See [bar-charts.ipynb](examples\Univariate%20Exploration\Bar%20Charts\bar-charts.ipynb) for examples of bar charts.

##### Absolute vs Relative Frequency

In certain cases, you might want to understand the distribution of data or want to compare levels in terms of the proportions of the whole. In this case, you wil want to plot the data in terms of **relative frequency**, where the height of a bar indicates the proportion of data taking each level rather than the absolute count.

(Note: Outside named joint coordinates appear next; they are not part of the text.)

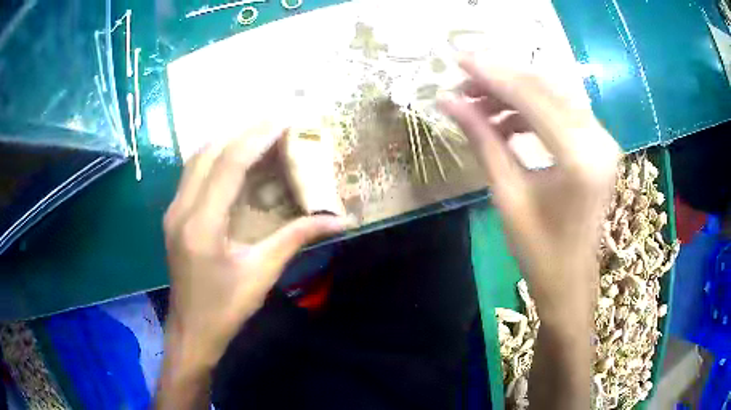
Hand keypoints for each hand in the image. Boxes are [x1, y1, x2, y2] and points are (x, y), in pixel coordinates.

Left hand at [162, 129, 349, 369]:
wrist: (191, 331)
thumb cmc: (225, 309)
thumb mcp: (262, 274)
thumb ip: (296, 239)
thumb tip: (339, 221)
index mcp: (201, 225)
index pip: (228, 164)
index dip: (257, 136)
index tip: (284, 117)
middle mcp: (181, 209)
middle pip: (208, 152)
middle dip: (243, 130)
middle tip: (276, 118)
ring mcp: (173, 211)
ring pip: (197, 159)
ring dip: (227, 140)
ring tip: (259, 131)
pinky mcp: (174, 216)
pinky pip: (193, 173)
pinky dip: (216, 156)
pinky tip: (235, 157)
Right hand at [439, 57, 619, 317]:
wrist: (570, 280)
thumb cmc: (538, 250)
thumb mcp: (506, 194)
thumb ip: (482, 139)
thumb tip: (448, 102)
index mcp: (579, 158)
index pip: (532, 97)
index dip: (492, 75)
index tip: (459, 60)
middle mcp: (598, 140)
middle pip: (546, 88)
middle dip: (502, 78)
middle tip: (464, 79)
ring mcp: (602, 140)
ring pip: (554, 96)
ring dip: (515, 93)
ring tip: (479, 102)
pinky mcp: (598, 145)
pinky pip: (562, 111)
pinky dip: (532, 108)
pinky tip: (506, 118)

See [absolute-vs-relative-frequency.ipynb](examples\Univariate%20Exploration\Bar%20Charts\absolute-vs-relative-frequency.ipynb) for examples of bar charts.

### Pie Charts

A pie chart is a univariate plot used to depict relative frequencies for levels of categorical variables.

##### Tips

* Ensure you interest is *relative frequencies*.
    * Areas should represent parts ofa whole rather than measurements on a second variable.
* Limit the number of slices plotted.
    * A pie chart works best with two or three slices where the area are easily distinguishable.
    * If you have a lot of categories or categories with a small proportional representation, consider grouping them together so that fewer wedges are plotted (e.g., using an "Other" category).
* Plot the dta systematically.
    * Start from the top of the circle while plotting each additional categorical level clockwise from most frequent to least frequent.
    * If you have three categories and are interested in the comparison of two of them, a common plotting method is to place the two categories of interest on either side of the 12 o'clock direction with the third category filling in the remaining space at the bottom.
* If the previous three guidelines cannot be met, then you should probably use a bar chart instead.
    * The heights are more easily perceived and interpreted than areas or angles.
    * A bar chart can be displayed more compactly than a pie chart.
    * A bar chart has greater flexibility for plotting variables with a lot of levels, e.g., plotting the bars horizontally.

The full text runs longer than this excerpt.